Breaking News Emails
President Donald Trump is alleging that the Department of Justice put a "spy" inside his presidential campaign as part of an effort to frame him for crimes he says "didn’t commit."
"'Apparently the DOJ put a Spy in the Trump Campaign. This has never been done before and by any means necessary, they are out to frame Donald Trump for crimes he didn't commit,'" Trump tweeted Friday, quoting Fox Business Network anchor David Asman. "Really bad stuff!"
Moments later, Rudy Giuliani, one of Trump's lawyers, said on Friday that his legal team had been told "off the record" of an informant, but added that he didn't know if the information was correct.
"I don't know for sure, nor does the president, if there really was one," Giuliani told CNN. "For a long time we've been told by people that there was some kind of infiltration."

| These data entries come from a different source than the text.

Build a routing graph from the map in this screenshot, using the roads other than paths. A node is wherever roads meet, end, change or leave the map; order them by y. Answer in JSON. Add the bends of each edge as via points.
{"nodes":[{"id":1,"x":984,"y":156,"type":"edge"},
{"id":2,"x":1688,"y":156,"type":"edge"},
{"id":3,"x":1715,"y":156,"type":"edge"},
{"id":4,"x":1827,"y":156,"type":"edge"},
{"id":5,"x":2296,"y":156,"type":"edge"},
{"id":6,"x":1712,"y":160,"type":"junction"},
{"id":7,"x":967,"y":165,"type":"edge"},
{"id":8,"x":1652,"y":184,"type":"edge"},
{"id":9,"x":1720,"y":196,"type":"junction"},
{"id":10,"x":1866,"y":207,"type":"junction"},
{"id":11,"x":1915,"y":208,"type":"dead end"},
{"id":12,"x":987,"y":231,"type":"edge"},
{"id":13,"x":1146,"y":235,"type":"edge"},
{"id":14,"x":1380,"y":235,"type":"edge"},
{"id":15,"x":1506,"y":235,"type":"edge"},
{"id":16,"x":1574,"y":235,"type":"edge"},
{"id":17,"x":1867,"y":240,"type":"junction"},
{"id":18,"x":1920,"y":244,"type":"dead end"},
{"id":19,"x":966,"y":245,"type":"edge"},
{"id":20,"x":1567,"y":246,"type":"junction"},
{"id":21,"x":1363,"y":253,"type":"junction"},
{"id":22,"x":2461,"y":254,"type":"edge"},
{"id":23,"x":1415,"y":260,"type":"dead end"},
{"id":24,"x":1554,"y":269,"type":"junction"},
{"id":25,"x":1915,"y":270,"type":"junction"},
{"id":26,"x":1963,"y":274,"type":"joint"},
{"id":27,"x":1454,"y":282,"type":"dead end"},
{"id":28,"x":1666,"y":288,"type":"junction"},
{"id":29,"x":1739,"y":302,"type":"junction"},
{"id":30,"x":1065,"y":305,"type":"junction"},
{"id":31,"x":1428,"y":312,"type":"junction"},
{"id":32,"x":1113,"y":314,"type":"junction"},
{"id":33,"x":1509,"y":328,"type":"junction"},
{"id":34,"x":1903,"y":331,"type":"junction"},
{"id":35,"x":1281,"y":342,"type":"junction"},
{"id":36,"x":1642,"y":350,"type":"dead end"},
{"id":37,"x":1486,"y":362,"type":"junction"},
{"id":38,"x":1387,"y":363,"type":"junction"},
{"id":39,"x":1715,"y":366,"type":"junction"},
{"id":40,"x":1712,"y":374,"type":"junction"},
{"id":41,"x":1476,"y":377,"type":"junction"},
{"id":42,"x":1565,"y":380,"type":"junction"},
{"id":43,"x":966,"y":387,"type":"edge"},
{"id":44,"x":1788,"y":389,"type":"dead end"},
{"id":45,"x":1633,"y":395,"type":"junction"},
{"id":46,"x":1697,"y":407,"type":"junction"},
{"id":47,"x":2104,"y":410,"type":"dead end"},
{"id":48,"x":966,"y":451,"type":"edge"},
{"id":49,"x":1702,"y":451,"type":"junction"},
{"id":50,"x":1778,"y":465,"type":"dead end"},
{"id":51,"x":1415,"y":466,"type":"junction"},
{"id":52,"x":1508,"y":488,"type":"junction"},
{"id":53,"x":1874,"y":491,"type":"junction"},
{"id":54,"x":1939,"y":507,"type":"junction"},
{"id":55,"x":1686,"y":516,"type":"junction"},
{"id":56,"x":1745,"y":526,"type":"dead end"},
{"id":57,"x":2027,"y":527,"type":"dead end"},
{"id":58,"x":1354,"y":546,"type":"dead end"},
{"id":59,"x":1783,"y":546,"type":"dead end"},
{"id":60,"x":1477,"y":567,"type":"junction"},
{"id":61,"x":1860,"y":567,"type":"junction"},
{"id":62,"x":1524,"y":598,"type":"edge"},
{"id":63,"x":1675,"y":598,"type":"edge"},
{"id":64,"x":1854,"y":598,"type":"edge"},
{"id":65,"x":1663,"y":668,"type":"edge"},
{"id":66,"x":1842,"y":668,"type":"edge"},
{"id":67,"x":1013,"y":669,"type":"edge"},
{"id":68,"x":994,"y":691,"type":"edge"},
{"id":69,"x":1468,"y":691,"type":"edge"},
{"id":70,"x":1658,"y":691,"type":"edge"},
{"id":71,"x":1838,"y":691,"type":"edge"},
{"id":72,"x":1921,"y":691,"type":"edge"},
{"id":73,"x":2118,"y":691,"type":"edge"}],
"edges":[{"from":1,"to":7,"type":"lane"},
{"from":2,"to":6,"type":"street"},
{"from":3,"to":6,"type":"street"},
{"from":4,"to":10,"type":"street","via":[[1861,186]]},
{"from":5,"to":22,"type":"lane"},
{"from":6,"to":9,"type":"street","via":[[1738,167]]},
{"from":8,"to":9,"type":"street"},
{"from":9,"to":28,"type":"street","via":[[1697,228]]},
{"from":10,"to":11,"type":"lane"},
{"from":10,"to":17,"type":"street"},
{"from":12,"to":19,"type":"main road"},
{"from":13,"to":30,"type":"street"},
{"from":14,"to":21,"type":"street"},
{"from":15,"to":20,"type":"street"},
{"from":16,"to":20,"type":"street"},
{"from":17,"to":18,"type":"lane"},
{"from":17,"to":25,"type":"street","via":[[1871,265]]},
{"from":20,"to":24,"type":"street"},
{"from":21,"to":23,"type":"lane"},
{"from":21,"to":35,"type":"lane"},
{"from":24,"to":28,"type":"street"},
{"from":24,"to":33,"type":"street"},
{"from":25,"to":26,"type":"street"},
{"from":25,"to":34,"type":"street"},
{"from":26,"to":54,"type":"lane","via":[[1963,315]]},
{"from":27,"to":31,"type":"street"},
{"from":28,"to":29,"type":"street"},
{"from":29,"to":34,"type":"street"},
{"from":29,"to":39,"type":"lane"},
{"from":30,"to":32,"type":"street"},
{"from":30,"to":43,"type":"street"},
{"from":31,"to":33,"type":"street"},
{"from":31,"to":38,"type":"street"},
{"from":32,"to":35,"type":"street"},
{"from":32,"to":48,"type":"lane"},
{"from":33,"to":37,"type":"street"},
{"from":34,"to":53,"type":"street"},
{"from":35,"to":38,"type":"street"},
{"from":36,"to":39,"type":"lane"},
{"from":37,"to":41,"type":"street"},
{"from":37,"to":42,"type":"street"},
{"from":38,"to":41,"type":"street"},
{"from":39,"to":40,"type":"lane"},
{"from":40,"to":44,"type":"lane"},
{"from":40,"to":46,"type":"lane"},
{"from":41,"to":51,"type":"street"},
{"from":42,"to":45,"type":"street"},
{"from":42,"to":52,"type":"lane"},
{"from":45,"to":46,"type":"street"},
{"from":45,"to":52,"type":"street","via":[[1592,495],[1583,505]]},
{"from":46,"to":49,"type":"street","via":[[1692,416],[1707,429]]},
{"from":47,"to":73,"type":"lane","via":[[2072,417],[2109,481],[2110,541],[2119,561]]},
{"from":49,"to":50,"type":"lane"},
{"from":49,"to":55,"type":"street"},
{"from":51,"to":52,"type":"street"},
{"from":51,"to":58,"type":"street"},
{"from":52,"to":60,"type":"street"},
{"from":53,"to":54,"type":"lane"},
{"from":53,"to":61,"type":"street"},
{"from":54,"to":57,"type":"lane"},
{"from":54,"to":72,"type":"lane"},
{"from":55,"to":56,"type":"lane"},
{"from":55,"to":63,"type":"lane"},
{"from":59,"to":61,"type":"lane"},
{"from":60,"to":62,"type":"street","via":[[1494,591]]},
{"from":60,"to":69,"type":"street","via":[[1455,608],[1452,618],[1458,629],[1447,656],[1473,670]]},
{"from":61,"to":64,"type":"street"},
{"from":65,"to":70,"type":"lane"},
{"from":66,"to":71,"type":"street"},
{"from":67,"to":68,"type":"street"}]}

Trump's tweet Friday marked the second time in as many days that the president has claimed the government put a "spy" inside his campaign.
On Thursday — the anniversary of the appointment of special counsel Robert Mueller — Trump tweeted that former President Barack Obama had "spied on the Trump campaign," referencing a former Justice Department official who made the allegation on Fox News.
"Wow, word seems to be coming out that the Obama FBI 'SPIED ON THE TRUMP CAMPAIGN WITH AN EMBEDDED INFORMANT,'" Trump tweeted Thursday. "Andrew McCarthy says, 'There's probably no doubt that they had at least one confidential informant in the campaign.'
"If so, this is bigger than Watergate!" the president added.
Trump appeared to be citing an appearance Thursday morning on Fox News by McCarthy, a ex-federal prosecutor and former assistant U.S. Attorney, who has claimed there was an informant put into the Trump campaign.
"I've written a couple of columns in the last week or so pointing out that there's probably no doubt that they had at least one confidential informant in the campaign," McCarthy said on Fox News.
In an article in The National Review on May 12, McCarthy questioned whether the FBI had used a "human source" inside the Trump campaign in an attempt to confirm elements of the "Steele Dossier."